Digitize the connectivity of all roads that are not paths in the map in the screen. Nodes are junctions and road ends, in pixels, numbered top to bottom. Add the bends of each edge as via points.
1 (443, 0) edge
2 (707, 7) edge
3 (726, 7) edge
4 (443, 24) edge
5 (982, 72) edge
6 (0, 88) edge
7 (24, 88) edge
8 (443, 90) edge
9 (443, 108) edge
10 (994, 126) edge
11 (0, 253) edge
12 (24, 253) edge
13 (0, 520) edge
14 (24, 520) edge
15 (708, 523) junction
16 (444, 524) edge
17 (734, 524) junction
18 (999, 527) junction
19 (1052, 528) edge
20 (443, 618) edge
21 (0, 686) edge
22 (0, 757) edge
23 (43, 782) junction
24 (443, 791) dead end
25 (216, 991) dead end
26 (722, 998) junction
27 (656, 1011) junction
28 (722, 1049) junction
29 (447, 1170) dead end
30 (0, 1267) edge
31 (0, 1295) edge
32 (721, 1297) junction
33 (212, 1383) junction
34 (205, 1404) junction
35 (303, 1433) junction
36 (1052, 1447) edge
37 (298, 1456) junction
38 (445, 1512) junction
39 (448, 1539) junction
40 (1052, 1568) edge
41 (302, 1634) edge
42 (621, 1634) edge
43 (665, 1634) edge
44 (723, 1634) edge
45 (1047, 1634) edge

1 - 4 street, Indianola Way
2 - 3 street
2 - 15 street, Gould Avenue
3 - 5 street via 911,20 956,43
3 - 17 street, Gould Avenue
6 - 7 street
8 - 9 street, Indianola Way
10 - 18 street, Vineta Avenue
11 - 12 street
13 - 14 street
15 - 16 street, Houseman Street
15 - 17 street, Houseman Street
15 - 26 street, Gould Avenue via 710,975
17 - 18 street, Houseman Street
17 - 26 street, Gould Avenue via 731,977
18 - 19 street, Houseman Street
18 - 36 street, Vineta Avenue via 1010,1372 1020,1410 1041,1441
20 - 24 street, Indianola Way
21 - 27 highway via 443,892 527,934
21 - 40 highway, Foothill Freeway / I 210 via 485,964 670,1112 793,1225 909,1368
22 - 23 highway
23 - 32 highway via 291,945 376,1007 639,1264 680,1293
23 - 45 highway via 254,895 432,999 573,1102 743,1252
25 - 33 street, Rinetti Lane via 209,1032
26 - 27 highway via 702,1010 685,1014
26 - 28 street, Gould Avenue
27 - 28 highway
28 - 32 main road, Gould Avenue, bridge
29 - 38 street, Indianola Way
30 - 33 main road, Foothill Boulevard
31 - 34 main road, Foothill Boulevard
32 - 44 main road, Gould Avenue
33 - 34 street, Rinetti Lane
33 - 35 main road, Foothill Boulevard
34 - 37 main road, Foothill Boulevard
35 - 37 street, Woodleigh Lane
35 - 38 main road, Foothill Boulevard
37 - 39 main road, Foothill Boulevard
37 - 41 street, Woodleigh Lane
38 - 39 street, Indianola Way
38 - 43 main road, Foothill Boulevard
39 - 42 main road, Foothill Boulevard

+ + + +

- _EXERCISE DIRECTIONS_:
Whatever the material above holds, copy it over exactly, line by line.

- _RESPONSE AREA_:
Digitize the connectivity of all roads that are not paths in the map in the screen. Nodes are junctions and road ends, in pixels, numbered top to bottom. Add the bends of each edge as via points.
1 (443, 0) edge
2 (707, 7) edge
3 (726, 7) edge
4 (443, 24) edge
5 (982, 72) edge
6 (0, 88) edge
7 (24, 88) edge
8 (443, 90) edge
9 (443, 108) edge
10 (994, 126) edge
11 (0, 253) edge
12 (24, 253) edge
13 (0, 520) edge
14 (24, 520) edge
15 (708, 523) junction
16 (444, 524) edge
17 (734, 524) junction
18 (999, 527) junction
19 (1052, 528) edge
20 (443, 618) edge
21 (0, 686) edge
22 (0, 757) edge
23 (43, 782) junction
24 (443, 791) dead end
25 (216, 991) dead end
26 (722, 998) junction
27 (656, 1011) junction
28 (722, 1049) junction
29 (447, 1170) dead end
30 (0, 1267) edge
31 (0, 1295) edge
32 (721, 1297) junction
33 (212, 1383) junction
34 (205, 1404) junction
35 (303, 1433) junction
36 (1052, 1447) edge
37 (298, 1456) junction
38 (445, 1512) junction
39 (448, 1539) junction
40 (1052, 1568) edge
41 (302, 1634) edge
42 (621, 1634) edge
43 (665, 1634) edge
44 (723, 1634) edge
45 (1047, 1634) edge

1 - 4 street, Indianola Way
2 - 3 street
2 - 15 street, Gould Avenue
3 - 5 street via 911,20 956,43
3 - 17 street, Gould Avenue
6 - 7 street
8 - 9 street, Indianola Way
10 - 18 street, Vineta Avenue
11 - 12 street
13 - 14 street
15 - 16 street, Houseman Street
15 - 17 street, Houseman Street
15 - 26 street, Gould Avenue via 710,975
17 - 18 street, Houseman Street
17 - 26 street, Gould Avenue via 731,977
18 - 19 street, Houseman Street
18 - 36 street, Vineta Avenue via 1010,1372 1020,1410 1041,1441
20 - 24 street, Indianola Way
21 - 27 highway via 443,892 527,934
21 - 40 highway, Foothill Freeway / I 210 via 485,964 670,1112 793,1225 909,1368
22 - 23 highway
23 - 32 highway via 291,945 376,1007 639,1264 680,1293
23 - 45 highway via 254,895 432,999 573,1102 743,1252
25 - 33 street, Rinetti Lane via 209,1032
26 - 27 highway via 702,1010 685,1014
26 - 28 street, Gould Avenue
27 - 28 highway
28 - 32 main road, Gould Avenue, bridge
29 - 38 street, Indianola Way
30 - 33 main road, Foothill Boulevard
31 - 34 main road, Foothill Boulevard
32 - 44 main road, Gould Avenue
33 - 34 street, Rinetti Lane
33 - 35 main road, Foothill Boulevard
34 - 37 main road, Foothill Boulevard
35 - 37 street, Woodleigh Lane
35 - 38 main road, Foothill Boulevard
37 - 39 main road, Foothill Boulevard
37 - 41 street, Woodleigh Lane
38 - 39 street, Indianola Way
38 - 43 main road, Foothill Boulevard
39 - 42 main road, Foothill Boulevard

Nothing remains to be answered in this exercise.